Grâce à un montage nerveux et tendu, au rythme effréné, qui ne laisse guère respirer le spectateur, F. Rosi retransmet formellement l’énergie débordante de Mattei, l’inlassable, l’inusable, l’inébranlable patron de ENI, mort dans un accident d’avion plus que suspect.
Toutefois, si ce montage, élément formel le plus remarquable du film, parvient à recréer la fougue démesurée et l’élan vital d’un homme politique et patron d’entreprise à la fois déterminé, veillant au développement de sa patrie et de ses citoyens (la création de postes d’emploi, le retour des immigrés, l’indépendance énergétique de l’Italie) et imbu de son pouvoir, il mélange arbitrairement, et sans toujours respecter de cohérence narrative ni de chronologie, documents d’archives, reportages d’actualités, méta-cinéma au film lui-même, brouillant parfois la clairvoyance du spectateur qui se trouve lui aussi perdu dans la nasse d’informations d’où il est difficile d’extraire la vérité des faits.

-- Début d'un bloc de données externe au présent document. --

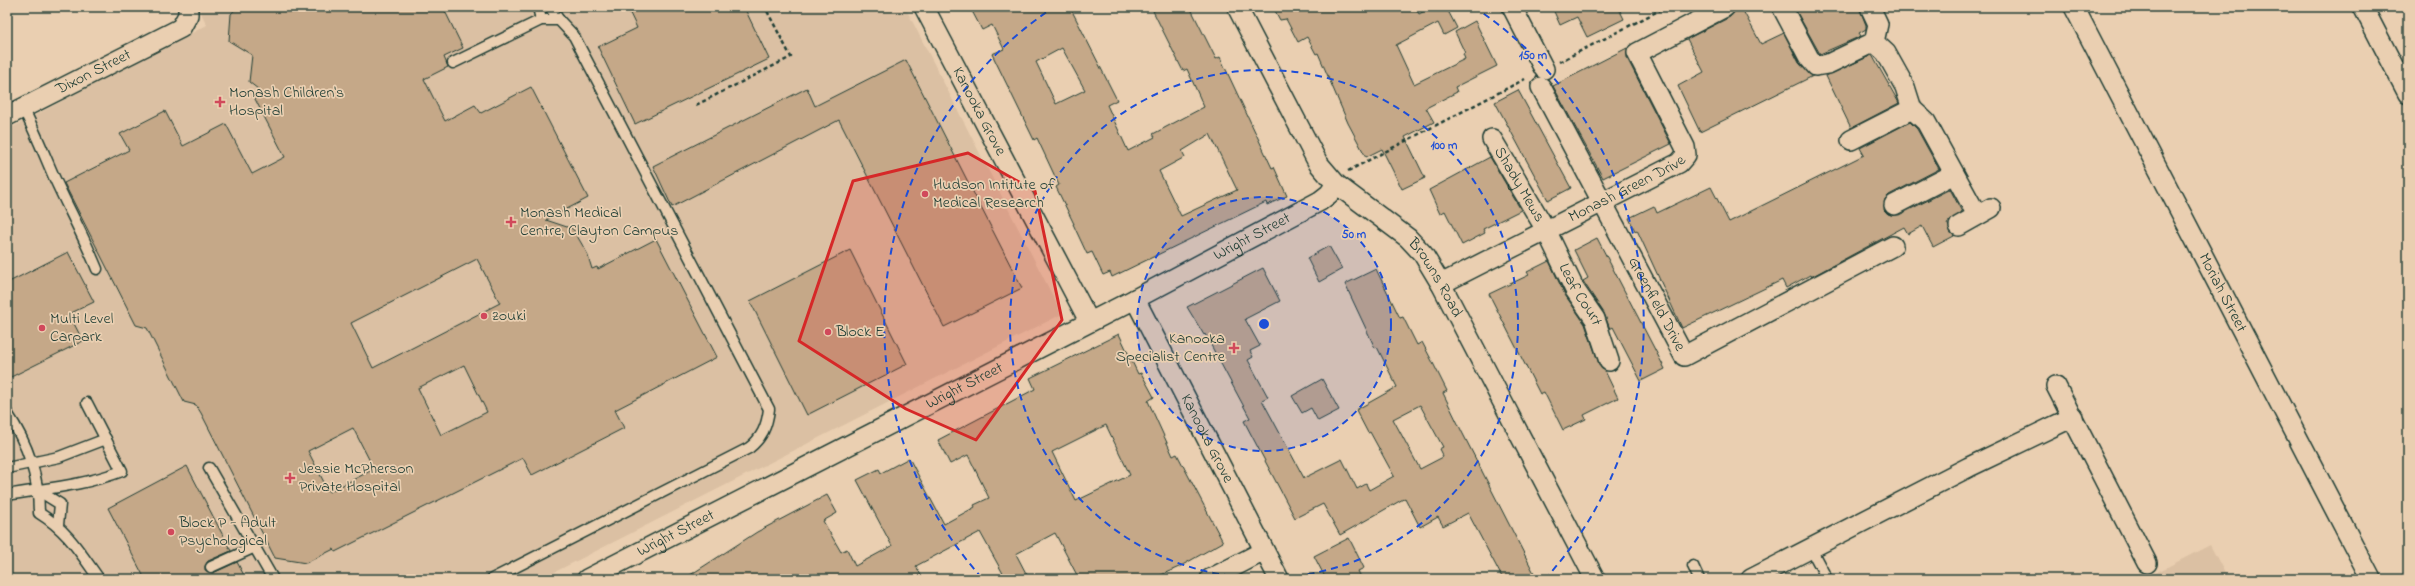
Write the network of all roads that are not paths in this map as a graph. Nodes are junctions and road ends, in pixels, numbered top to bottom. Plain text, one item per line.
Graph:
1 (188, 7) edge
2 (538, 7) edge
3 (550, 7) edge
4 (924, 7) edge
5 (1237, 7) edge
6 (1512, 7) edge
7 (1725, 7) edge
8 (1782, 7) edge
9 (1870, 7) edge
10 (2074, 7) edge
11 (2363, 7) edge
12 (541, 20) junction
13 (558, 20) junction
14 (1874, 42) junction
15 (453, 63) dead end
16 (2408, 94) edge
17 (1912, 109) junction
18 (15, 112) edge
19 (1492, 139) dead end
20 (1851, 140) dead end
21 (1954, 174) junction
22 (1336, 184) junction
23 (1603, 201) junction
24 (1894, 205) dead end
25 (1959, 226) dead end
26 (1546, 230) junction
27 (1893, 246) dead end
28 (96, 269) dead end
29 (1441, 284) junction
30 (1135, 299) junction
31 (1089, 321) junction
32 (1609, 361) dead end
33 (2056, 386) dead end
34 (87, 403) dead end
35 (7, 413) edge
36 (2073, 417) junction
37 (106, 439) junction
38 (32, 462) junction
39 (7, 468) edge
40 (209, 468) dead end
41 (39, 491) junction
42 (7, 495) edge
43 (58, 525) junction
44 (255, 547) junction
45 (1811, 549) junction
46 (1264, 551) junction
47 (2148, 562) dead end
48 (1693, 566) dead end
49 (211, 567) dead end
50 (99, 579) edge
51 (273, 579) edge
52 (492, 579) edge
53 (587, 579) edge
54 (1210, 579) edge
55 (1279, 579) edge
56 (1595, 579) edge
57 (1699, 579) edge
58 (1751, 579) edge
59 (1827, 579) edge
60 (2371, 579) edge

1 - 18 street, Dixon Street
2 - 12 lane
3 - 13 lane
4 - 31 street, Kanooka Grove
5 - 22 street, Browns Road
6 - 23 street, Greenfield Drive
7 - 23 street, Monash Green Drive
8 - 14 street
9 - 14 street
10 - 60 street, Moriah Street
11 - 16 street
12 - 13 lane
12 - 15 lane
13 - 52 lane
14 - 17 street
17 - 20 street
17 - 21 street
18 - 28 lane
19 - 26 street, Shady Mews
21 - 24 street
21 - 25 street
22 - 29 street, Browns Road
22 - 30 street, Wright Street
23 - 26 street, Monash Green Drive
23 - 27 street, Greenfield Drive
26 - 29 street, Monash Green Drive
26 - 32 street, Leaf Court
29 - 56 street, Browns Road
30 - 31 street, Wright Street
30 - 46 street, Kanooka Grove
31 - 53 street, Wright Street
33 - 36 street
34 - 37 lane
35 - 38 lane
36 - 45 street
36 - 47 street
37 - 38 lane
37 - 41 lane
38 - 39 lane
38 - 41 lane
40 - 44 lane
41 - 42 lane
41 - 43 lane
41 - 43 lane
43 - 50 lane
44 - 49 lane
44 - 51 lane
45 - 58 street
45 - 59 lane
46 - 54 street
46 - 55 street, Kanooka Grove
48 - 57 lane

En effet, comment savoir ce qui s’est vraiment passé après le visionnage du film ? La mort suspecte de Mattei, celle du collaborateur de Rosi qui enquête pour le tournage sur les derniers jours de Mattei ont-elles été accidentelles ? Ou bien, qui les a-t-elles commanditées ? Pour ce « film dossier », à l’enquête fouillée et documentée, Rosi se veut neutre, même si les coupables apparaissent évidents, si bien que la charge politique perd un peu de son intensité. Cela ne lui a pour autant pas évité de subir de menaces en raison de cette « pomme brûlante » (c.à.d. patate chaude), comme il le dit lui-même, sujet tabou en Italie, non diffusé aux États-Unis, mais palme d’or (ex-aequo) à Cannes, et ce malgré l’opinion du délégué général du Festival de Cannes, Maurice Bessy, pour qui « c’est aussi inintéressant qu’un film sur Citroën ! ».